# TASK
Among the entries that follow, tally the lines with the string "paths". Give no more than the number.
── INFORMATION SHOWN
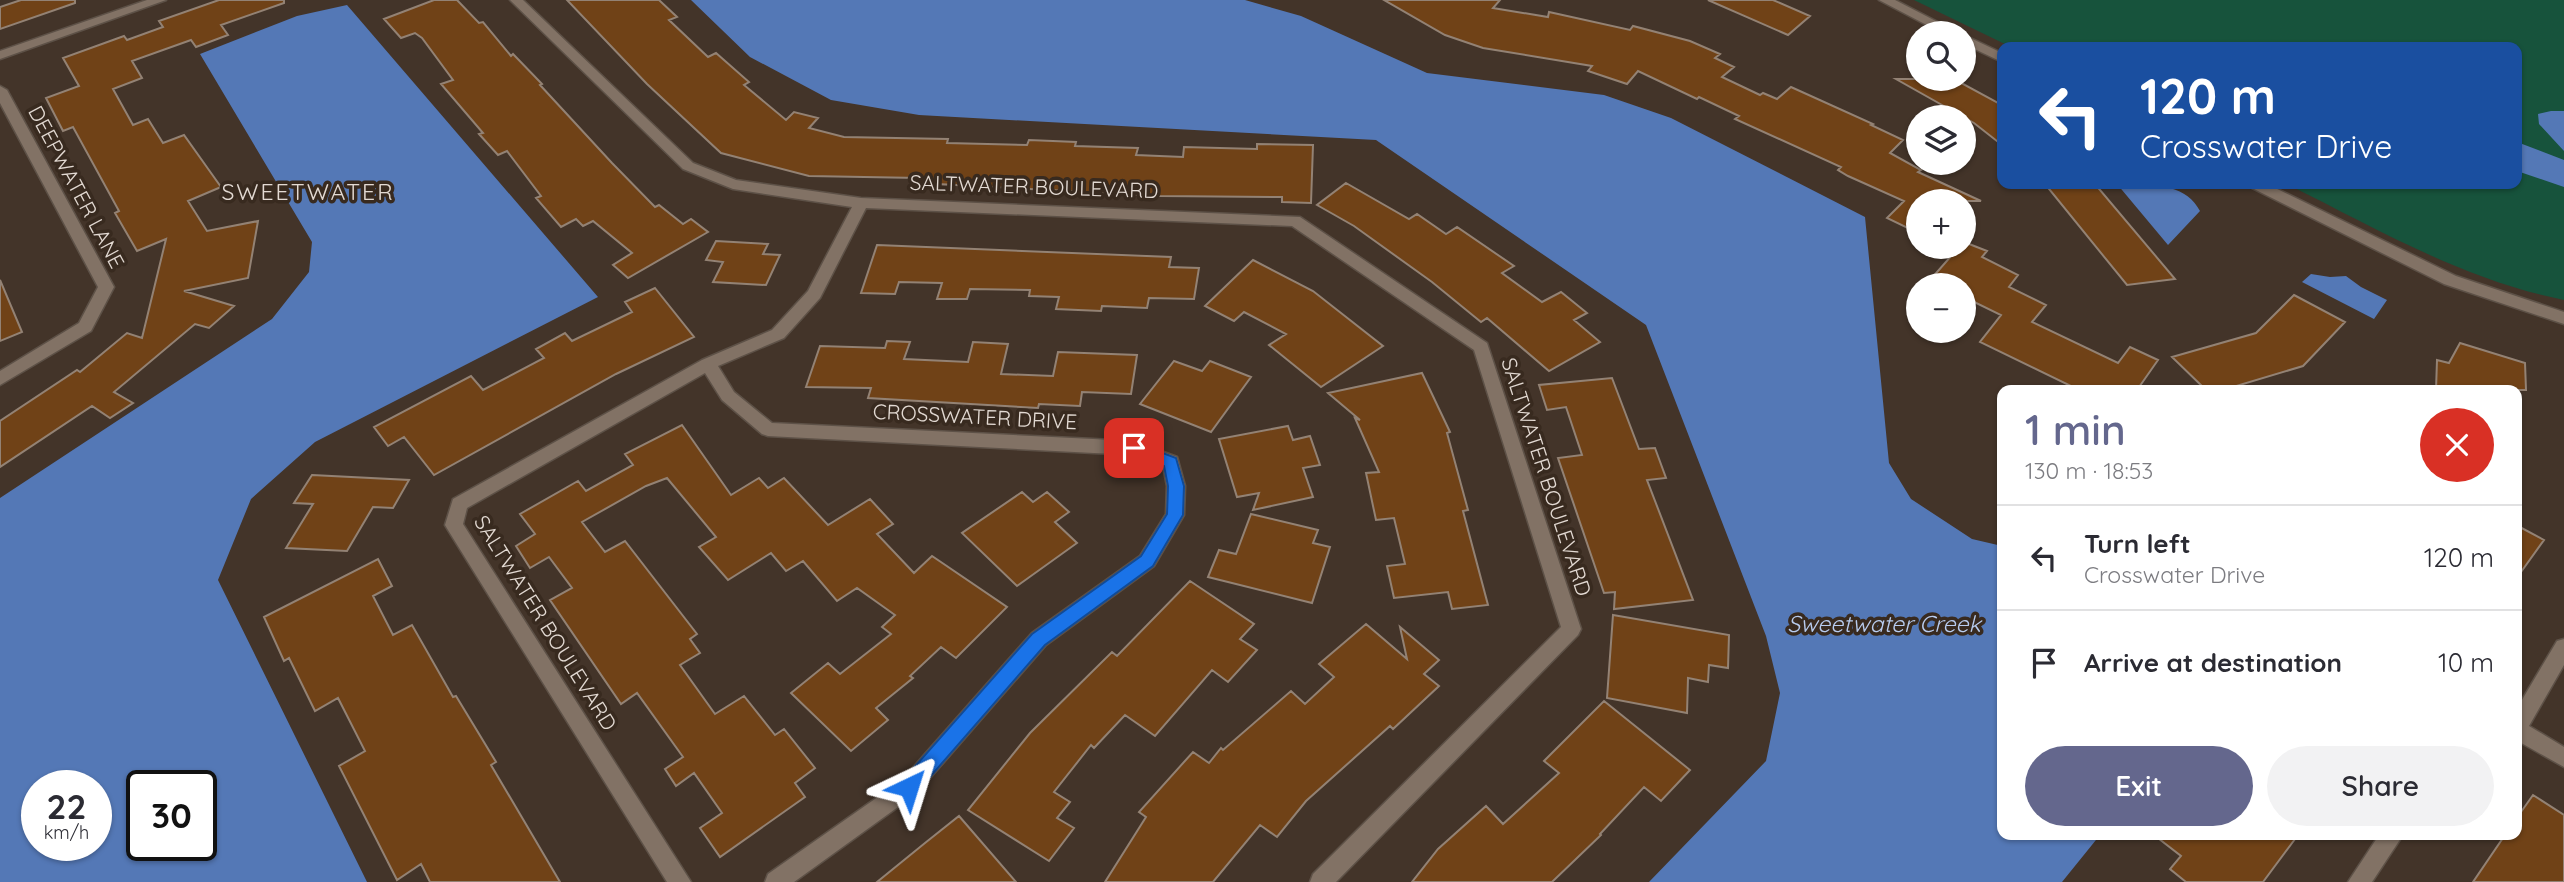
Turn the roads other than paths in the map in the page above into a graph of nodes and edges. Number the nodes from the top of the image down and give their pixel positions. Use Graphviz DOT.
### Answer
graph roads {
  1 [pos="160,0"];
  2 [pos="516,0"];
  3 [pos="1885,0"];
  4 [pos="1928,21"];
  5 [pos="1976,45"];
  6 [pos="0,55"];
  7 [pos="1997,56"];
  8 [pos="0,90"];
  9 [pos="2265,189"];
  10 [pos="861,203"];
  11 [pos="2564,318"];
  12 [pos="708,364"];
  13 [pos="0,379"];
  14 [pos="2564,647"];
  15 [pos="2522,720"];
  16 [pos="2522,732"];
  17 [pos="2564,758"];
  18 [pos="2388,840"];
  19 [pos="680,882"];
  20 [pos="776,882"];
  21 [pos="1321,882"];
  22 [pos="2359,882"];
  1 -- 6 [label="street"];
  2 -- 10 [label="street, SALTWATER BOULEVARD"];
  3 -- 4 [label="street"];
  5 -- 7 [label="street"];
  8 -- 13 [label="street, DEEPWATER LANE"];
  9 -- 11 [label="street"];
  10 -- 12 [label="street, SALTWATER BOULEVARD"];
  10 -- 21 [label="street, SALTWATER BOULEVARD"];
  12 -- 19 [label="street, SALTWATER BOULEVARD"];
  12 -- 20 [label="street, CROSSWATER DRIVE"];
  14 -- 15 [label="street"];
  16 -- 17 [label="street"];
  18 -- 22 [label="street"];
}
────
── INFORMATION SHOWN
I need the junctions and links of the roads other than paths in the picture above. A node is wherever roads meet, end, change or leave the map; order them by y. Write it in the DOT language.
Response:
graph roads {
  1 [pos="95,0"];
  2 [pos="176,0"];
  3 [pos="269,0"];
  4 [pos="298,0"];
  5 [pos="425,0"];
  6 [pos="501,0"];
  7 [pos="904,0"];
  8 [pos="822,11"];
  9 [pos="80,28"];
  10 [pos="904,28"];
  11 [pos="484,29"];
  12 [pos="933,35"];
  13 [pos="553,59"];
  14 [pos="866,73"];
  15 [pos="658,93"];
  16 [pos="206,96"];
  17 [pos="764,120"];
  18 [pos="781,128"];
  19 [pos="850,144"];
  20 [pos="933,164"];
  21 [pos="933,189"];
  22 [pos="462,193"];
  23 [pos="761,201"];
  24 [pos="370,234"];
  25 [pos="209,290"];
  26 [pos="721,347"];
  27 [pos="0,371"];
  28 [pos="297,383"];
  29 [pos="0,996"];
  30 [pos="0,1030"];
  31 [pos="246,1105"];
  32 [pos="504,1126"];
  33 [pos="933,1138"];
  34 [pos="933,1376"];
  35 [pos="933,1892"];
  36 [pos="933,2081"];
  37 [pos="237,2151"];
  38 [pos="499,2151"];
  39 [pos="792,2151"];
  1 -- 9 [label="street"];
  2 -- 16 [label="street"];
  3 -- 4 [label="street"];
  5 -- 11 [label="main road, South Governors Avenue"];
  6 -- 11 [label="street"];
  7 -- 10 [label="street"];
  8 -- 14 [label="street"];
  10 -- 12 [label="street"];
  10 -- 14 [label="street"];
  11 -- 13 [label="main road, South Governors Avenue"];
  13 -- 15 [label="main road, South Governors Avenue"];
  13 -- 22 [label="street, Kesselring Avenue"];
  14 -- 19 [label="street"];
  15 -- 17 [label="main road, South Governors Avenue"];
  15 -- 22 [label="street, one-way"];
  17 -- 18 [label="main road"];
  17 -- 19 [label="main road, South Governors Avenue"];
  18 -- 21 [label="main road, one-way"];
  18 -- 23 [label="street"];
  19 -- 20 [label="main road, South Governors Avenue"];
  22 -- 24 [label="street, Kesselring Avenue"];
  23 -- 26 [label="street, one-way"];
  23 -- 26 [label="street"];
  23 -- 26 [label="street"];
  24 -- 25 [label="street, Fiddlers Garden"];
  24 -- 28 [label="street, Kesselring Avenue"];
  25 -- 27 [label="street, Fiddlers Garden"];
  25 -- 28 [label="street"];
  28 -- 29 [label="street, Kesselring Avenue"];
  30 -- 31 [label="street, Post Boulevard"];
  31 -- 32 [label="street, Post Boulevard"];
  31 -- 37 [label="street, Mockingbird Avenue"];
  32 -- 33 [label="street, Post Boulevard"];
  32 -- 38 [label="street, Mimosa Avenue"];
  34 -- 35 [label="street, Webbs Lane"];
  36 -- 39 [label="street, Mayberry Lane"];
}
────
# SOLUTION TO THIS EXERCISE
2